Island on the Jersey Shore of the Atlantic Ocean

Absecon Island is a barrier island located on the South Jersey Shore of the Atlantic Ocean in Atlantic County, New Jersey, United States. On the island from north to south are the resort communities of Atlantic City, Ventnor City, Margate City, and Longport, with a total population among the four communities of 53,917 as of the 2020 United States census. The island ends at Absecon Inlet to the north and Great Egg Harbor Inlet to the south.

==Geography==
A barrier island, Absecon Island extends between Absecon Inlet on the northeast and Great Egg Harbor Inlet to the southwest.
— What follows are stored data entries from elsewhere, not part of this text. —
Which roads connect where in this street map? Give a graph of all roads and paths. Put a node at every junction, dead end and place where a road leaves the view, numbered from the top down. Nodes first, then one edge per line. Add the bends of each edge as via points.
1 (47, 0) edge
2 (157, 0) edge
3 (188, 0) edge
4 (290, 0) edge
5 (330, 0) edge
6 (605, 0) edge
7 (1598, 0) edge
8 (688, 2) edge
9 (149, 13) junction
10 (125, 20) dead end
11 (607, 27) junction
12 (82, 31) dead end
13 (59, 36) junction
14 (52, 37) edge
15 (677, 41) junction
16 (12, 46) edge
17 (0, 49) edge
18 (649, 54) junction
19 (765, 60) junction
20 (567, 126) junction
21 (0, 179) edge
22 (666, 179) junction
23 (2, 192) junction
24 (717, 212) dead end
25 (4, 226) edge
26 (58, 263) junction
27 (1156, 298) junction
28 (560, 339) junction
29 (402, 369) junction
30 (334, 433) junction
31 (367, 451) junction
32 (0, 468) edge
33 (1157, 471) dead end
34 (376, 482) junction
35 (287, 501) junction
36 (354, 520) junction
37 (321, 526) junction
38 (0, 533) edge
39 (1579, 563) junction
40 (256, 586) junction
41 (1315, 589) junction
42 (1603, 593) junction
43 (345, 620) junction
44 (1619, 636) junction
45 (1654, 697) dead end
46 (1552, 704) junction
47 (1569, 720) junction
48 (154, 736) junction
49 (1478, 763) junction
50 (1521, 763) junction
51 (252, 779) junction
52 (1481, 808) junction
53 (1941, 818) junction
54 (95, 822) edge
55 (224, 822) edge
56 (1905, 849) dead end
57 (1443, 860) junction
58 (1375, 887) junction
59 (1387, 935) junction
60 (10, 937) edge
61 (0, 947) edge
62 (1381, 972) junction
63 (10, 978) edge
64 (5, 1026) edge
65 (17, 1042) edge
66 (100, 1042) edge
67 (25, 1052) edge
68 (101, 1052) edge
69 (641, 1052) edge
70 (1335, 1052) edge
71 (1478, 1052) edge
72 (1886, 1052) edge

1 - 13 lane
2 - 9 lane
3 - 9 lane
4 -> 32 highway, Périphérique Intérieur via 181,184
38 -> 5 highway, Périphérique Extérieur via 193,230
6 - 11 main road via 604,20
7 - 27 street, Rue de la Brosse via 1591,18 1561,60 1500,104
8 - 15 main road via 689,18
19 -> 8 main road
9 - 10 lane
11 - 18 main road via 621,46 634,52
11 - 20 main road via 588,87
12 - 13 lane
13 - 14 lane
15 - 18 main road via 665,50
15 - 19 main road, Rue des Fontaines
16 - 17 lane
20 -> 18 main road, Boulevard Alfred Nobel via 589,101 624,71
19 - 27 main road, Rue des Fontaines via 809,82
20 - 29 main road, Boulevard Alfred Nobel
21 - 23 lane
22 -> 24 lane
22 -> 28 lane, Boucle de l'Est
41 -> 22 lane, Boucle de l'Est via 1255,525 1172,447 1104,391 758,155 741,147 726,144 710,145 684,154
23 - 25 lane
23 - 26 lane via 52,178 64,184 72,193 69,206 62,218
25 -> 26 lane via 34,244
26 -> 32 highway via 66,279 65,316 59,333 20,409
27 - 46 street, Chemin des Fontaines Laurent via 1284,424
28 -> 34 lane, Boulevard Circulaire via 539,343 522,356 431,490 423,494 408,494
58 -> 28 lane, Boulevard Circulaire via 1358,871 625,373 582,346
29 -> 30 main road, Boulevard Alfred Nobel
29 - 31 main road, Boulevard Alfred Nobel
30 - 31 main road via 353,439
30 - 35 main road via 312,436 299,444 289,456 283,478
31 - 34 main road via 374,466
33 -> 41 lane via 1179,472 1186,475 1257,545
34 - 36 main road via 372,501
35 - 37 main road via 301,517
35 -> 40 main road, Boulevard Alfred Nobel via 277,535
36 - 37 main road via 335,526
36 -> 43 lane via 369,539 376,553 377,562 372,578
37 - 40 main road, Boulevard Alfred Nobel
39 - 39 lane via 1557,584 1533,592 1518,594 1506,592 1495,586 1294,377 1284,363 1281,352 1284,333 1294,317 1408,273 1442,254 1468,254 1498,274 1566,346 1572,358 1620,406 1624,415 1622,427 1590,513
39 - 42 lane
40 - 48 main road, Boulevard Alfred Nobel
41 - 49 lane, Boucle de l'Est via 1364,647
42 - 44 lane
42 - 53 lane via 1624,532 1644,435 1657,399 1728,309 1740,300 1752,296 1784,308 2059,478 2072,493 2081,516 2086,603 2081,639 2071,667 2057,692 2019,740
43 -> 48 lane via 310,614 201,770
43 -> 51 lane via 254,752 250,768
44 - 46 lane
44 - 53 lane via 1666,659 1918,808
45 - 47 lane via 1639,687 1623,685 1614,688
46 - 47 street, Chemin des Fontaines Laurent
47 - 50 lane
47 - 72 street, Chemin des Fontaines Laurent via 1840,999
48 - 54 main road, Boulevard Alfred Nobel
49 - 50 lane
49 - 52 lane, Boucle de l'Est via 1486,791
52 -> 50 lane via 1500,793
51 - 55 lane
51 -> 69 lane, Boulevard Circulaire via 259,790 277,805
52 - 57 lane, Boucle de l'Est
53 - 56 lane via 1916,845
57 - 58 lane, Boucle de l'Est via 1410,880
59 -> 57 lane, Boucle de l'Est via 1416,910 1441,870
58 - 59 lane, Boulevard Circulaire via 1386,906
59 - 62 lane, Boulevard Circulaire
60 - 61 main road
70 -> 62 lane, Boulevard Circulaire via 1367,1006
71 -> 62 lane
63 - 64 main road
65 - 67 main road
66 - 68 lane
Absecon Island was described in 1834 as,

Absecum Beach, on the Atlantic Ocean; extends, eastwardly, from Great Egg Harbour Inlet, about 9 miles to Absecum Inlet; broken, however by a narrow inlet, near midway between its extremities.
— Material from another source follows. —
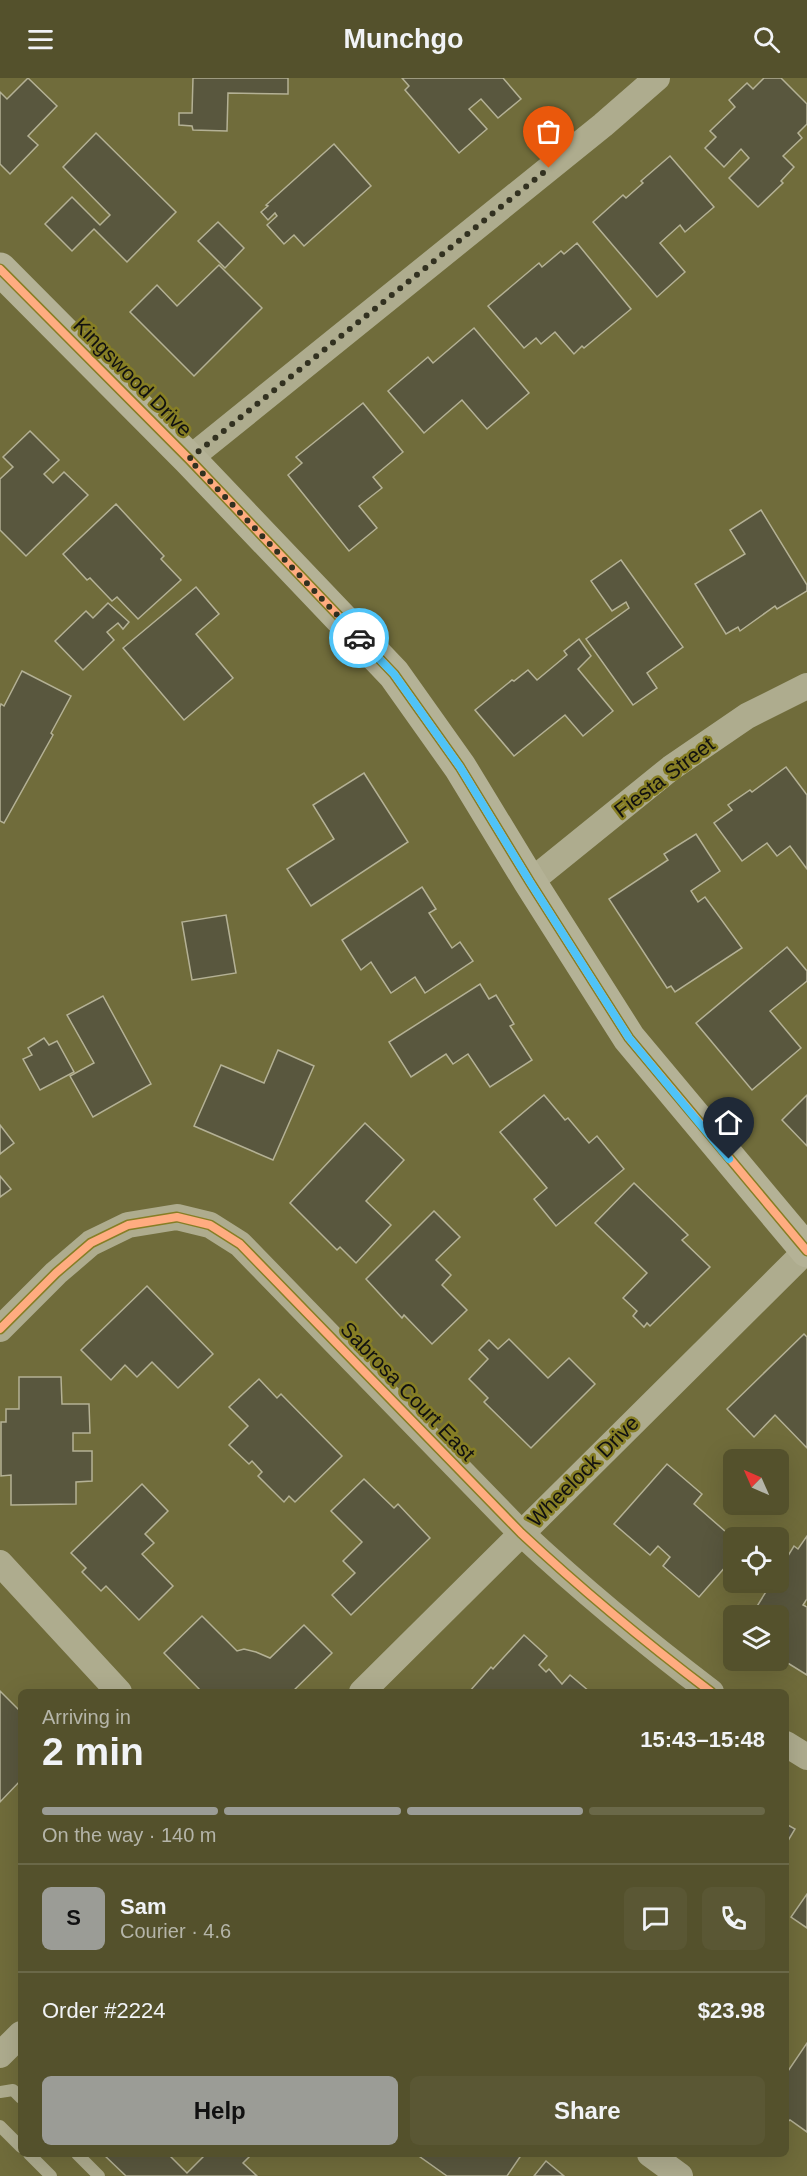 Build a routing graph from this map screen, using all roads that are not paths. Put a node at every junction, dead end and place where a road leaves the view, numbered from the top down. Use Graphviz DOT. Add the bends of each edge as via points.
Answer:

An 1878 description of Absecon Island is, viz,
Absecon Beach lies between Absecon Inlet and Great Egg Harbor. It is about ten miles long, and partially wooded on its northeastern end. On this beach the famed "City by the Sea", Atlantic City, has been erected since 1853. At that time it was a wild jungle, with only two or three families residing there. Quite extensive salt works were at one time located near Absecon Inlet.

== History ==
Absecon's earliest European settlers were English who earned their living clamming and oystering. Land there was bought not for farming but for control of the waterways. The name Absecon came from the word "Absegami" or little water, named by the Native Americans living along Absecon Creek.
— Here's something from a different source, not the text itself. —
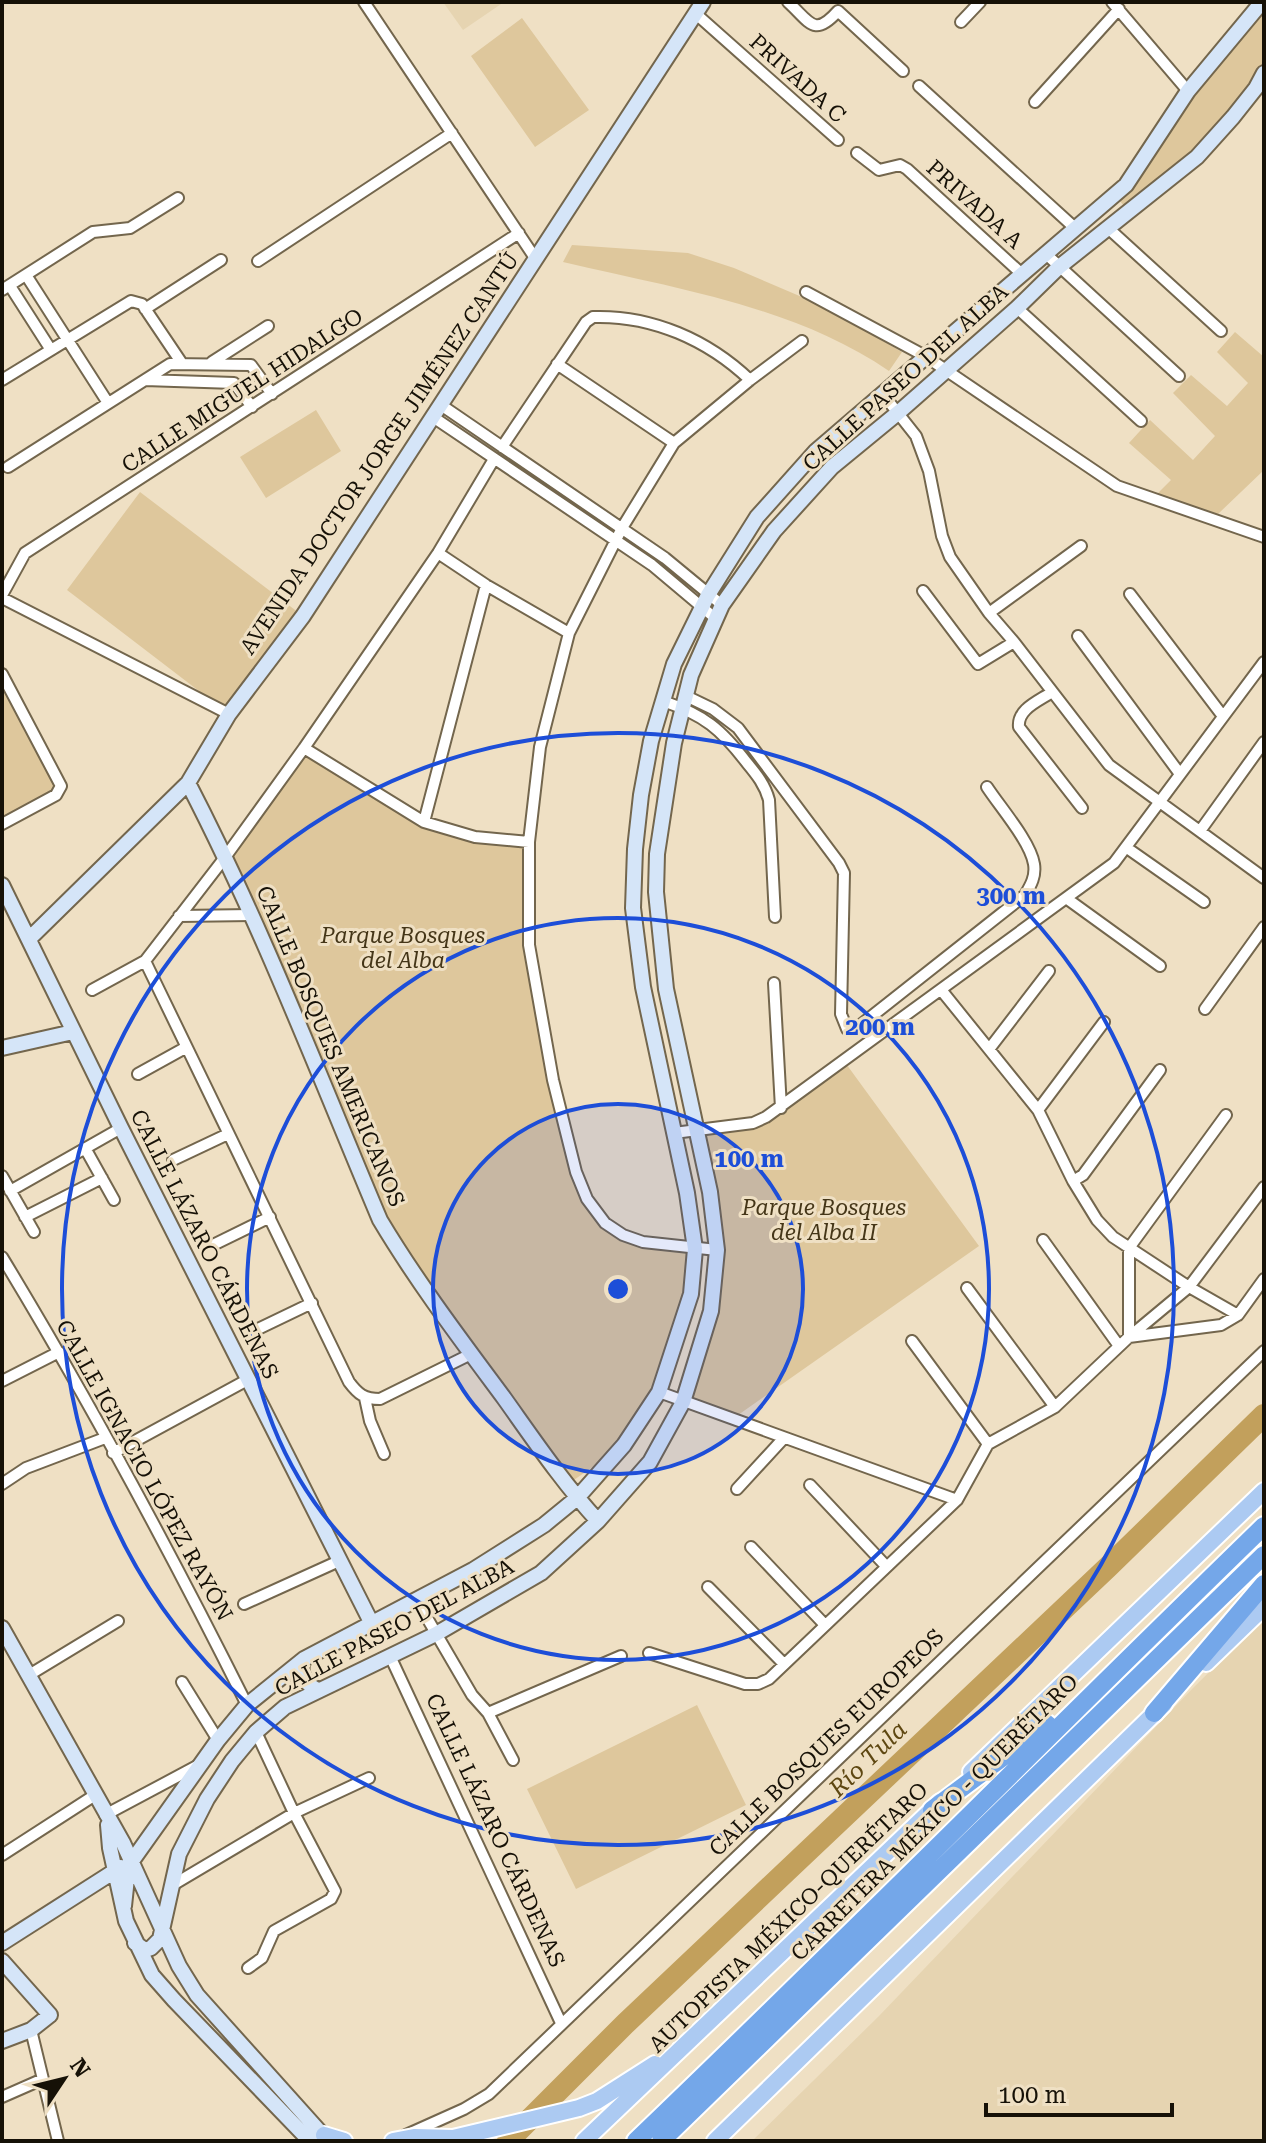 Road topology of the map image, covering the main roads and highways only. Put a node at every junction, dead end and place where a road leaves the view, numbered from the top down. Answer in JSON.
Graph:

In 1695, Thomas Budd purchased 10,000 acres (40 km^{2}) of land in what later became Atlantic County. He paid 4 cents an acre ($9.88/km^{2}) for land on which Atlantic City now stands. It was called Further Island (further from Absecon) and later called Absecon Beach and finally became Atlantic City.

Jeremiah Leeds was the first permanent settler on Absecon Island in 1785. He came from Leeds Point to Absecon Island when it was a complete wilderness. He built a cabin of cedar logs and cleared a field where the Atlantic City Expressway now ends in Atlantic City. The block called Columbus Plaza was part of the Leeds farm. Most of the homes in Atlantic City until 1854 were built by descendants of Jeremiah Leeds. Jeremiah's son Chalkey S. Leeds became the first mayor of Atlantic City in 1854 and his youngest son, Robert, became the first postmaster of Atlantic City.

In 1819, Dr. Jonathan Pitney went to Absecon to set up his medical practice. His visits to Absecon Island convinced him that the island had the climate ideal for a health resort. He was instrumental in convincing the municipal authorities that a railroad to the beach would be beneficial. He has been called the "Father of Atlantic City".

The first beachwalk or "boardwalk" in Atlantic City was completed in 1870 by Simon Luchs Wescoat. Because of its success as a resort, a second railroad was built in 1877. Fifty-four miles of track was laid in a record time of 98 days.

== Beach reclamation ==
As a barrier island, the beaches of Absecon Island are continuously impacted by erosion, particularly nor'easters, hurricanes, and other coastal storms. The U.S. Army Corps of Engineers is undertaking a project to construct an approximate $63 million beach and dune system along the 8.1-mile oceanfront of Absecon Island.